The Persian Gulf War began when Iraq invaded Kuwait, accusing Kuwait of stealing oil and selling it to the United States. As a result, the allies intervened, causing global oil prices to skyrocket to $140 per barrel.

Impact on Thailand:

  • Rising oil prices increased business costs and the price of goods.
  • The Thai stock market dropped  from 1,129 points to 544 points within just a few months.
  • Investment slowed down due to higher costs. Although the war ended in 1991, Thailand’s stock market took more than 3 years to recover and return to 1,129 points.

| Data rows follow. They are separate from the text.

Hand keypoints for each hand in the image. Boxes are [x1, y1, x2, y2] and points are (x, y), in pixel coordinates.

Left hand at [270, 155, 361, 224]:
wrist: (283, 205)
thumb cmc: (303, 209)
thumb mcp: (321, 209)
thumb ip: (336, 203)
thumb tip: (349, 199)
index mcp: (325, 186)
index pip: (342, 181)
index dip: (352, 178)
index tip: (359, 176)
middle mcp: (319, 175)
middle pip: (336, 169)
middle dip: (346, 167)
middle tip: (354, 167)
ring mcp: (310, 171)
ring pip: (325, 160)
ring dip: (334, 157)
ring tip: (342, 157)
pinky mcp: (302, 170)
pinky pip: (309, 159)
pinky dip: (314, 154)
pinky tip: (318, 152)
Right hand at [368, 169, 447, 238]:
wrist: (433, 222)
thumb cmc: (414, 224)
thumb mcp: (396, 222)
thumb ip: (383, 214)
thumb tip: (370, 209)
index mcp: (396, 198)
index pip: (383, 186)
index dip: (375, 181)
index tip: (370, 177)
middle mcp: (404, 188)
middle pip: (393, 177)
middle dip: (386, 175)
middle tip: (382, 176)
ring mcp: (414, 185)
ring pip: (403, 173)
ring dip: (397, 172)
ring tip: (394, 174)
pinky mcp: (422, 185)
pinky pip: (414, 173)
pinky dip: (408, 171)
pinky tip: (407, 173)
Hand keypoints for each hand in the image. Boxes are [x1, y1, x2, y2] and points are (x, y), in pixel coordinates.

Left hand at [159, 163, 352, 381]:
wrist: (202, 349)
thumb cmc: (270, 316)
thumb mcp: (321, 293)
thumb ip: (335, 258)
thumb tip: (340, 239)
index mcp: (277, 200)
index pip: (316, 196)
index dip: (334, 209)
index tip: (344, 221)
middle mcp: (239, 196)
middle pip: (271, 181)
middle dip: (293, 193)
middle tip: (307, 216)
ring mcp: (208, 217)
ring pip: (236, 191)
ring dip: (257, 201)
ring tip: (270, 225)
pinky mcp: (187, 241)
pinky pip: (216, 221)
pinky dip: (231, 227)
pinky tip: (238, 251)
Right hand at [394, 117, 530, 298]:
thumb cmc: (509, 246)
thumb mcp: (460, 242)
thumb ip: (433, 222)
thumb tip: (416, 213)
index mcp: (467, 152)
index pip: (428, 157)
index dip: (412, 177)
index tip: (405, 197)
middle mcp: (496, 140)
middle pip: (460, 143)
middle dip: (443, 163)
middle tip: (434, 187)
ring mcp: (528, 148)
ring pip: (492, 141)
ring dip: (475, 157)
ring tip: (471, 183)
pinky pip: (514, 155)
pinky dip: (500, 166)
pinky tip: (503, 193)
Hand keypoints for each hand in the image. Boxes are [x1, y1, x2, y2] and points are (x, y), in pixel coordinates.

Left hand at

2. The Tom Yum Kung Crisis (1997-2002) - Currency collapse, massive unemployment

Before the crisis, many Thais borrowed heavily from foreign banks to invest, particularly in real estate and stocks, hoping for high returns. But when they could not repay their debts, the situation collapsed.

What happened: 

  • The Bank of Thailand tried to keep the Thai baht stable, but eventually had to let its value change freely. The baht quickly went up in value, rising from 25 to 56 baht per dollar.
  • Companies that had borrowed in U.S. dollars collapsed like a domino effect. 
  • Millions of people lost their jobs due to the bankruptcy of businesses. The Thai economy declined for four straight quarters, and it took more than 5 years to recover to its previous state.

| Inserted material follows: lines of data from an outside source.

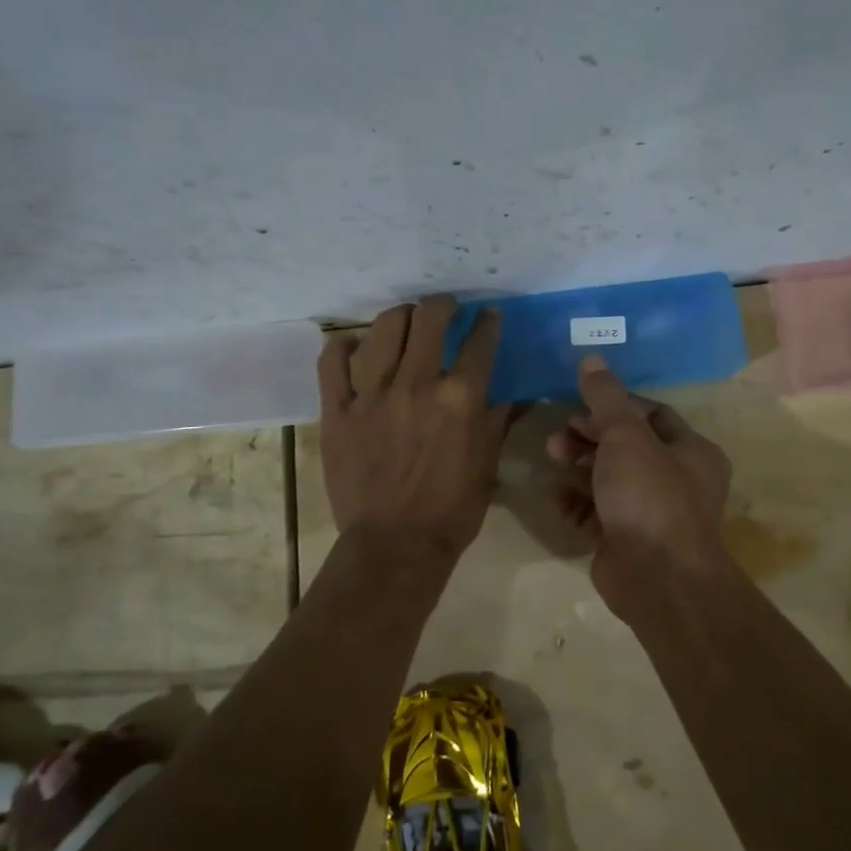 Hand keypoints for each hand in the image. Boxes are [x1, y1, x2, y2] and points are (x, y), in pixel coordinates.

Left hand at [318, 295, 509, 560]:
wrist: (395, 545)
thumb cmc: (452, 509)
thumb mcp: (487, 462)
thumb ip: (499, 419)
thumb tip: (517, 391)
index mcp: (460, 398)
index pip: (479, 342)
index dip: (488, 322)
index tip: (489, 316)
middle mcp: (416, 384)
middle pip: (429, 319)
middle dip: (442, 305)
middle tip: (446, 309)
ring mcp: (372, 395)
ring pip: (383, 328)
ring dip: (400, 316)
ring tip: (406, 321)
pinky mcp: (337, 410)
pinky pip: (333, 362)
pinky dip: (343, 345)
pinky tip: (354, 344)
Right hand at [545, 354, 733, 613]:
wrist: (657, 579)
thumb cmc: (650, 496)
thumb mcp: (626, 436)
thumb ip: (606, 398)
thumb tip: (592, 358)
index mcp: (691, 452)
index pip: (652, 414)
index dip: (616, 405)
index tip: (582, 402)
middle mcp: (676, 480)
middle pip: (627, 446)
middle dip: (591, 435)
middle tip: (561, 431)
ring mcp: (649, 513)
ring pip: (609, 479)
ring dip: (579, 464)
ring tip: (552, 454)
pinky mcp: (624, 540)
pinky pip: (596, 512)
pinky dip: (575, 501)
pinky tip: (554, 493) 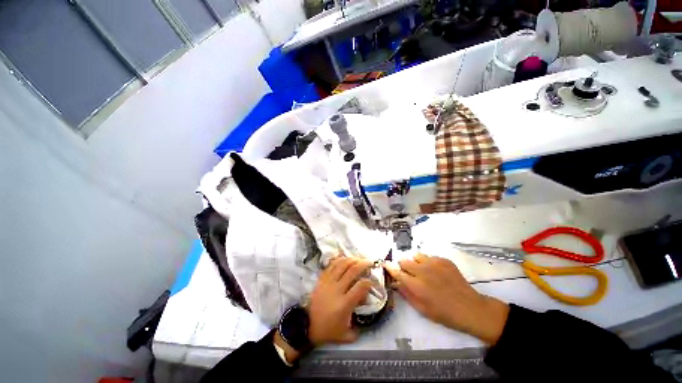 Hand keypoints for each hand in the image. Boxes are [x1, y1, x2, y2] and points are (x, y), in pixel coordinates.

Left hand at [308, 257, 373, 345]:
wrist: (307, 325)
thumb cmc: (328, 330)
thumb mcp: (346, 335)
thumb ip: (359, 328)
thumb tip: (365, 316)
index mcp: (345, 304)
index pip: (361, 286)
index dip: (369, 281)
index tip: (373, 281)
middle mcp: (337, 289)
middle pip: (352, 271)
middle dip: (363, 264)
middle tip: (370, 262)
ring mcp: (328, 282)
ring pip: (342, 264)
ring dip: (352, 259)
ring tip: (359, 258)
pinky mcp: (322, 279)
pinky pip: (331, 265)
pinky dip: (340, 259)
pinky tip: (345, 258)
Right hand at [384, 253, 508, 344]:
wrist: (470, 308)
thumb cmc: (444, 313)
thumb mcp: (422, 309)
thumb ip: (406, 293)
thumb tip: (396, 282)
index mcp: (416, 285)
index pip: (396, 271)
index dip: (389, 268)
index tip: (386, 265)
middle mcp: (423, 271)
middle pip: (404, 260)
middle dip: (403, 267)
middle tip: (410, 274)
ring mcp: (434, 263)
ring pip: (415, 256)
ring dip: (415, 263)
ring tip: (423, 272)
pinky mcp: (443, 260)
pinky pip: (429, 256)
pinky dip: (428, 263)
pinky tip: (436, 273)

3. The Subprime Mortgage Crisis (2007-2008) - Global financial crisis hits Thailand hard

This crisis had global effects. It began on September 15, 2008, when the U.S. financial giant Lehman Brothers collapsed due to subprime mortgage problems, which were loans given to borrowers with poor credit. When it failed, the entire financial system collapsed.

Impact on Thailand: 

  • The Thai stock market dropped from 927 points to 380 points within a year. 
  • The baht weakened, and foreign capital flowed out of the country. 
  • Exports slowed down, as the U.S. was an important market for Thailand. While this crisis wasn’t as severe as the Tom Yum Kung Crisis, it still took Thailand about 2 years for the stock market to recover and reach 900 points again.

4. The COVID-19 Crisis (2020-2021) – Lockdowns caused the economy to stop

COVID-19 started spreading in late 2019, but its serious effects were felt in 2020 because of lockdowns. This stopped businesses and caused major damage to Thailand’s tourism industry, which is a key source of income.

Impact on Thailand: 

  • Over 192,000 companies faced liquidity problems. 
  • A massive number of people lost their jobs, particularly in tourism, hospitality, and restaurants. 
  • Inflation increased, causing higher costs and business expenses. 

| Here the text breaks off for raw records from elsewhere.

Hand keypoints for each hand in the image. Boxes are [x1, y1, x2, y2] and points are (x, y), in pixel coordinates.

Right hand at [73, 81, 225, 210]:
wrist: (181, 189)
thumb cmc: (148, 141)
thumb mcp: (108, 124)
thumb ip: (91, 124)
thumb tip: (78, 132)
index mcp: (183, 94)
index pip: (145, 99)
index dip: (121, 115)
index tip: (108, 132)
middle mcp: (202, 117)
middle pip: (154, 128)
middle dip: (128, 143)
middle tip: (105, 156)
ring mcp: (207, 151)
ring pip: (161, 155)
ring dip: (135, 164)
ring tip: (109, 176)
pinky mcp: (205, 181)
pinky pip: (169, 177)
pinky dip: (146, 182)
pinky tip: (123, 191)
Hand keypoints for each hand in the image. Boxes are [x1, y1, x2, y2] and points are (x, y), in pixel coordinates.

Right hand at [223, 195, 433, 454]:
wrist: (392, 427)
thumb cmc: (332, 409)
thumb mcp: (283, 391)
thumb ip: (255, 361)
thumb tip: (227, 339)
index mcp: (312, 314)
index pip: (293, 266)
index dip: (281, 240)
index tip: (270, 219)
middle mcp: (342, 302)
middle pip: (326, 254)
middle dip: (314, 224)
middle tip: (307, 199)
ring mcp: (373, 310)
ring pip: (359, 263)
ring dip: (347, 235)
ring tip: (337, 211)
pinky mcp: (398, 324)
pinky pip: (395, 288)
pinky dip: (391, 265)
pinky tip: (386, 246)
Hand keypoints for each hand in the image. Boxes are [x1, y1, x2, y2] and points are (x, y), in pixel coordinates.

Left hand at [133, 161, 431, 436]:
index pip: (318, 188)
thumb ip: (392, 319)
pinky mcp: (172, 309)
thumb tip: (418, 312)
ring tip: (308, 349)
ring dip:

The Thai stock market was also hit. 

  • It dropped from 1,589 points to a low of 969 points in March 2020. 
  • It recovered to 1,600 points in March 2021. Although there were subsequent waves of COVID-19, investor confidence did not significantly decrease, as government and private sector support measures were in place.

What is important is that we must learn from the past to reduce future risks. Even though crises may arise again, if we plan well and have strong measures in place, Thailand can recover as it has in the past.